AI chip startup NeuReality raises $35M in funding
Startup NeuReality Ltd. today announced that it has raised $35 million in funding to commercialize its NR1 chip, which is designed to speed up artificial intelligence applications.
The Series A funding round was led by Samsung Ventures, Cardumen Capital, Varana Capital, OurCrowd and XT Hitech. Several other institutional backers participated as well. Among them was SK hynix Inc., one of the world’s largest makers of memory chips.
“High performance and sustainable Inference computing is so critical for growth in day-to-day usage of AI,” said XT High-Tech managing director Yoav Sebba. “We are seeing endless AI opportunities developed by software companies, but the existing hardware infrastructure is limiting the deployment of those use cases.”
Israel-based NeuReality has developed a system-on-chip, the NR1, that is designed to perform AI inference tasks. Inference is the term for running neural networks in production after they’re trained. According to NeuReality, the NR1 can power a variety of AI workloads ranging from natural language processing models to product recommendation engines.
NeuReality offers the NR1 as part of an appliance called the NR1-S Inference Server. The appliance features multiple NR1 chips. According to NeuReality, the NR1-S Inference Server can lower costs and power requirements by a factor of 50 compared with competing hardware.
The company also enables customers to deploy its chip in other ways. It offers the NR1 as part of an accelerator card, dubbed the NR1-M, that can be attached to a server via a PCIe port. The accelerator card enables companies to integrate NeuReality’s technology with the existing servers in their data centers.
Hardware efficiency often represents a challenge in large-scale AI infrastructure environments. The more chips are added to an AI environment, the more processing power is needed to manage the chips. This phenomenon decreases the amount of processing power that is available for machine learning applications.
According to NeuReality, its NR1 chip addresses the challenge by facilitating linear scalability. Linear scalability is the term for a situation where adding more chips to a server cluster doesn’t significantly lower hardware efficiency. Increasing the efficiency of AI infrastructure enables companies to decrease hardware costs, as well as reduce electricity usage.

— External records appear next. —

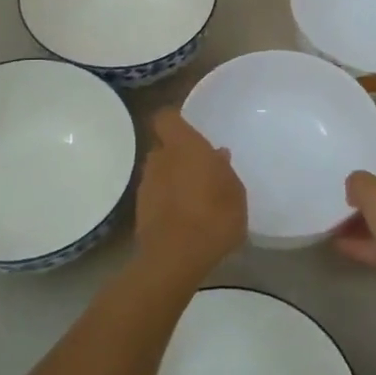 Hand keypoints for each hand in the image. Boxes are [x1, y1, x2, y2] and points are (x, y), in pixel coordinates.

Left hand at [134, 109, 246, 279]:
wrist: (175, 257)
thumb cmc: (214, 217)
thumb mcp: (235, 193)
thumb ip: (225, 170)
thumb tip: (217, 155)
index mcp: (183, 146)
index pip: (166, 117)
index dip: (174, 120)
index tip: (189, 128)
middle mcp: (160, 159)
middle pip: (164, 146)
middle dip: (178, 154)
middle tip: (200, 168)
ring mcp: (146, 185)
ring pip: (159, 171)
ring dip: (172, 178)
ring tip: (194, 196)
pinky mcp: (140, 210)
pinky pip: (156, 194)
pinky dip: (167, 199)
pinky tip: (184, 216) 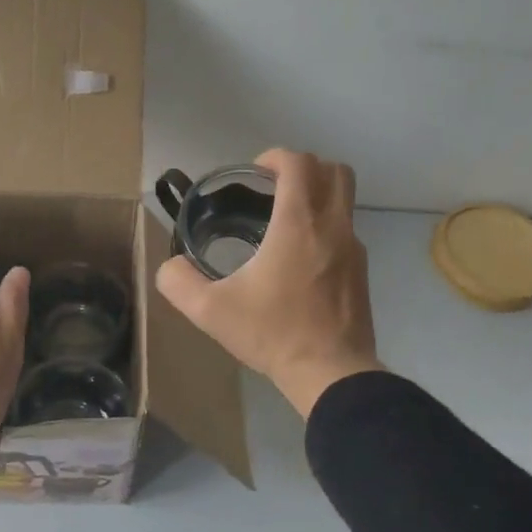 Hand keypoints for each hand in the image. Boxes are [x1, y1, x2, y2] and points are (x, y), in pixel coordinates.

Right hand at [156, 149, 382, 417]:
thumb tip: (169, 267)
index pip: (299, 163)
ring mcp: (354, 248)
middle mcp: (332, 226)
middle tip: (273, 189)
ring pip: (345, 199)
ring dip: (317, 195)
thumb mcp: (211, 311)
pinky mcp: (361, 271)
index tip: (254, 174)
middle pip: (333, 170)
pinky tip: (299, 260)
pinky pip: (346, 229)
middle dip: (303, 168)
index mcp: (298, 224)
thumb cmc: (273, 334)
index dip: (274, 157)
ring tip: (282, 223)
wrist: (332, 374)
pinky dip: (325, 226)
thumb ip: (179, 282) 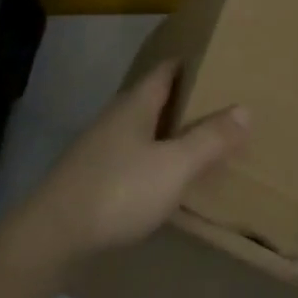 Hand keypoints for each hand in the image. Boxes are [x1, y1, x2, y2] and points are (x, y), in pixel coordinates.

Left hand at [4, 61, 249, 269]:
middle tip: (219, 102)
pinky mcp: (91, 177)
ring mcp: (98, 148)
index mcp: (135, 106)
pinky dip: (153, 158)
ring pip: (141, 130)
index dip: (190, 63)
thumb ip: (209, 139)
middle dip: (183, 99)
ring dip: (168, 131)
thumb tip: (245, 109)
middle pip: (153, 99)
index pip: (166, 71)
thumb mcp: (175, 165)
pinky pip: (131, 156)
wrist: (53, 236)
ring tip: (200, 139)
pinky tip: (166, 177)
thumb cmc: (119, 191)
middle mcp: (114, 119)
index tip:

Alongside the NR1, NeuReality provides a set of software tools designed to simplify the task of deploying AI applications in production. The startup’s tools also promise to ease application management. NeuReality’s software portfolio includes, among other components, a so-called AI hypervisor that helps customers manage machine learning applications deployed on NR1 chips.
NeuReality has reportedly been shipping prototype implementations of the NR1 to partners since last May. Using its newly announced $35 million funding round, the startup plans to more widely roll out its technology. NeuReality will hire 20 new employees over the next six months to support the effort.